Instructions for the task: In the records below, one line contains "index dip: (463, 369)". Print that line and every line after it exactly, down to the final one.

○ ○ ○ ○ ○ ○ ○

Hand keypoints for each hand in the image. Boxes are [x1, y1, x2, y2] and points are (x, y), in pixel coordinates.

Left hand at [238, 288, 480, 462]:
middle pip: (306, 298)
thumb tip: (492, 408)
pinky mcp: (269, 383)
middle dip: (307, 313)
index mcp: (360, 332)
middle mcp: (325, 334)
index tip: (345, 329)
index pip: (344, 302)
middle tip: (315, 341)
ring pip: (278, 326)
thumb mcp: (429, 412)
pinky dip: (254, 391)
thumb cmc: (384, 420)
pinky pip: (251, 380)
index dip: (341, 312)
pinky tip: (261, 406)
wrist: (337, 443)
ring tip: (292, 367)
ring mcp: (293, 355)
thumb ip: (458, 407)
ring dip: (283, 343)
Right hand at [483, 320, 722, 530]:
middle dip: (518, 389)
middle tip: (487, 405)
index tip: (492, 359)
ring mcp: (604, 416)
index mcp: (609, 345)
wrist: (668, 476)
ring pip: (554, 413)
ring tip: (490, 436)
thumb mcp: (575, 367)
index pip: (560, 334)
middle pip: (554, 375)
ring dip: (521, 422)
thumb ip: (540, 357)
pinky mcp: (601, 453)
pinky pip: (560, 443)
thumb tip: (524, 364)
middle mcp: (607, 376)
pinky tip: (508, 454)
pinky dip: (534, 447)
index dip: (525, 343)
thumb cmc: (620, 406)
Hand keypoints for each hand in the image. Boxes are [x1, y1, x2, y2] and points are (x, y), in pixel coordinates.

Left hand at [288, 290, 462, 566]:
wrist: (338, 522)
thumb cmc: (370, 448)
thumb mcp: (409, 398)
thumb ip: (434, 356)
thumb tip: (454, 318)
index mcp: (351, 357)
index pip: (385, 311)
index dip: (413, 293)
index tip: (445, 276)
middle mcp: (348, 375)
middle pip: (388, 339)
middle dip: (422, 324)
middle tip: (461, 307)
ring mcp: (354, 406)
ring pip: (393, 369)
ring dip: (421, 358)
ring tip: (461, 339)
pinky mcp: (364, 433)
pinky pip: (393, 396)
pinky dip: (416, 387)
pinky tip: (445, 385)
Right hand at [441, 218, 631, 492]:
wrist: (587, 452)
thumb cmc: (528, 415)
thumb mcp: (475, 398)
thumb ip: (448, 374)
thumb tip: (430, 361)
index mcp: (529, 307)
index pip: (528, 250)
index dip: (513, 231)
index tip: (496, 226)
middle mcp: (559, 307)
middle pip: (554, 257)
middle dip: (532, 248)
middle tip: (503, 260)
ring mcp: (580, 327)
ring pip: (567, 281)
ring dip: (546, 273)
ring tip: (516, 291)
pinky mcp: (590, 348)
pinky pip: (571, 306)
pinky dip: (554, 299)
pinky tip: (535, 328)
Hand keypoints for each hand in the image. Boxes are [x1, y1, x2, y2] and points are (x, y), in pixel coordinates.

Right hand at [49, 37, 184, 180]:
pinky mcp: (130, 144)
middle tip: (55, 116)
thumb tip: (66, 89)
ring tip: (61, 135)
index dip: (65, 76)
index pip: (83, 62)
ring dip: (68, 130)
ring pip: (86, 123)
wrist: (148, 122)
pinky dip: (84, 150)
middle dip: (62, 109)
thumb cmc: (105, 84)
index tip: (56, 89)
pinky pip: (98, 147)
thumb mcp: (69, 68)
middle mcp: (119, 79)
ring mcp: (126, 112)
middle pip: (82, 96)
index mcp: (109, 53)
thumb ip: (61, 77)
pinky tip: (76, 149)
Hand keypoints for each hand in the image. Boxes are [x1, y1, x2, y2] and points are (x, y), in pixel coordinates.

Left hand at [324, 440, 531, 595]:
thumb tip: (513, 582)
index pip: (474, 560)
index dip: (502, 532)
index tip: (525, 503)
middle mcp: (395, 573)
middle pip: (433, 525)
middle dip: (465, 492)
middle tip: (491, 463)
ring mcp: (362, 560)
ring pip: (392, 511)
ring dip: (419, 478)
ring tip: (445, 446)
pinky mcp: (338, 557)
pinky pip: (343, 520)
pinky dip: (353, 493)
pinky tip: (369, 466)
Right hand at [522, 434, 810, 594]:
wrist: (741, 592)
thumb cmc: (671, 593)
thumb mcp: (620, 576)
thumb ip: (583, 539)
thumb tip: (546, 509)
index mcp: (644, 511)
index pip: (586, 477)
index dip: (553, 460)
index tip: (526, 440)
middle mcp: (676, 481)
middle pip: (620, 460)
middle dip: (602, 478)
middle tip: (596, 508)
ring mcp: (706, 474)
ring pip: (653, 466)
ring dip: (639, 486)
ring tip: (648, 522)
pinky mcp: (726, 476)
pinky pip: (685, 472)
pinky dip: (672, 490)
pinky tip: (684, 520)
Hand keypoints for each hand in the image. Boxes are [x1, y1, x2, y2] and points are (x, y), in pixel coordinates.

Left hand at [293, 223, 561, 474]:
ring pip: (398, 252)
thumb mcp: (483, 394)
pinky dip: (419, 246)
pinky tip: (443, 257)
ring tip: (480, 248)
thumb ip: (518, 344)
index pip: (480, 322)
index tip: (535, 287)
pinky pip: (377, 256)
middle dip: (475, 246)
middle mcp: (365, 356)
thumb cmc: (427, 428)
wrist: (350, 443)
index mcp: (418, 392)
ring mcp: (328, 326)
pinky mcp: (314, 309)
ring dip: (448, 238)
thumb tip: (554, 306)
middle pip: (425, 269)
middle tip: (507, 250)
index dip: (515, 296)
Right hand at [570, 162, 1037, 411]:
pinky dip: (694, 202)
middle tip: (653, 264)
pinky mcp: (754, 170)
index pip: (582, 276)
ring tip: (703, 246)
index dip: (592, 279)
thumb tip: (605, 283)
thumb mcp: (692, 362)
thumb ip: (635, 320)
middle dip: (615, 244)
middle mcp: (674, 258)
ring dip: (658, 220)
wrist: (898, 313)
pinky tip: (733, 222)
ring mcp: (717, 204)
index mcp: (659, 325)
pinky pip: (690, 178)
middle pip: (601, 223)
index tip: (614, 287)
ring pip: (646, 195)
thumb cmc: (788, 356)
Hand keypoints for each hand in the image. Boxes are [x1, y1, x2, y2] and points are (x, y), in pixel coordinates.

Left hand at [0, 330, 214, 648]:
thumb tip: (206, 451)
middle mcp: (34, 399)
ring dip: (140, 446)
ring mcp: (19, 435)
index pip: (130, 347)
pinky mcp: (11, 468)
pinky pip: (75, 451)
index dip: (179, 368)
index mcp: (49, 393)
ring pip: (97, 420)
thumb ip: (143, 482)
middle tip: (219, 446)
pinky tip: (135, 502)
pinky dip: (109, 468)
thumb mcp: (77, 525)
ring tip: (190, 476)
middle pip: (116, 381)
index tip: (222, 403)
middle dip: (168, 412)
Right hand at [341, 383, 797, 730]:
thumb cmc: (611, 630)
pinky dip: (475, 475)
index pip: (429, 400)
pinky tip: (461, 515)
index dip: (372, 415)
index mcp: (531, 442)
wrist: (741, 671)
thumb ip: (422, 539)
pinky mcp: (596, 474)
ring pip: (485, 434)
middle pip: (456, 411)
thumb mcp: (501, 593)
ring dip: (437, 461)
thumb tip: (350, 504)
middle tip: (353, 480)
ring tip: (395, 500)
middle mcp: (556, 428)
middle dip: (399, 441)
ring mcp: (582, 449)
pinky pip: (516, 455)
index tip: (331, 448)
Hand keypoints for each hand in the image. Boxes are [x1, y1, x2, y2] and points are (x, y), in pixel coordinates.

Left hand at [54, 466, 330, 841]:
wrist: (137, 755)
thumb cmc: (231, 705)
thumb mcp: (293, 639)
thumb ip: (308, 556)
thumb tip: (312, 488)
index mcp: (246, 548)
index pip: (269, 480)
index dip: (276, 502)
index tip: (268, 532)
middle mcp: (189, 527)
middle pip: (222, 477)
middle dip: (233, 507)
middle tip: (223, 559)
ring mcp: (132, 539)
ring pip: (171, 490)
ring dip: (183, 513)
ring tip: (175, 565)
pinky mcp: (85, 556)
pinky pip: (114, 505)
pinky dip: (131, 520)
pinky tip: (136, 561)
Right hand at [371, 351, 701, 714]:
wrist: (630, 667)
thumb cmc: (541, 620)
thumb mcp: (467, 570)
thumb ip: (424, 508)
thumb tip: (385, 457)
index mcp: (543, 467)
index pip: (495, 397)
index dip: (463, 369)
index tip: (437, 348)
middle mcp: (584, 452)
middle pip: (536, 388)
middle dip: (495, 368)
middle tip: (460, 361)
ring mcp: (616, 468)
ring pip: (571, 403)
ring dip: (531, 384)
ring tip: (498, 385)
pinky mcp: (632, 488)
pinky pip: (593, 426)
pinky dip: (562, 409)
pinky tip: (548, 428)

○ ○ ○ ○ ○ ○ ○

Written solution:
index dip: (463, 369)
index tip: (437, 348)
middle mcp: (584, 452)
middle pip: (536, 388)
middle dip: (495, 368)
middle tip: (460, 361)
ring mcp: (616, 468)
ring pip: (571, 403)
ring dip: (531, 384)
ring tip: (498, 385)
pinky mcp: (632, 488)
pinky pip: (593, 426)
pinky dip: (562, 409)
pinky tip: (548, 428)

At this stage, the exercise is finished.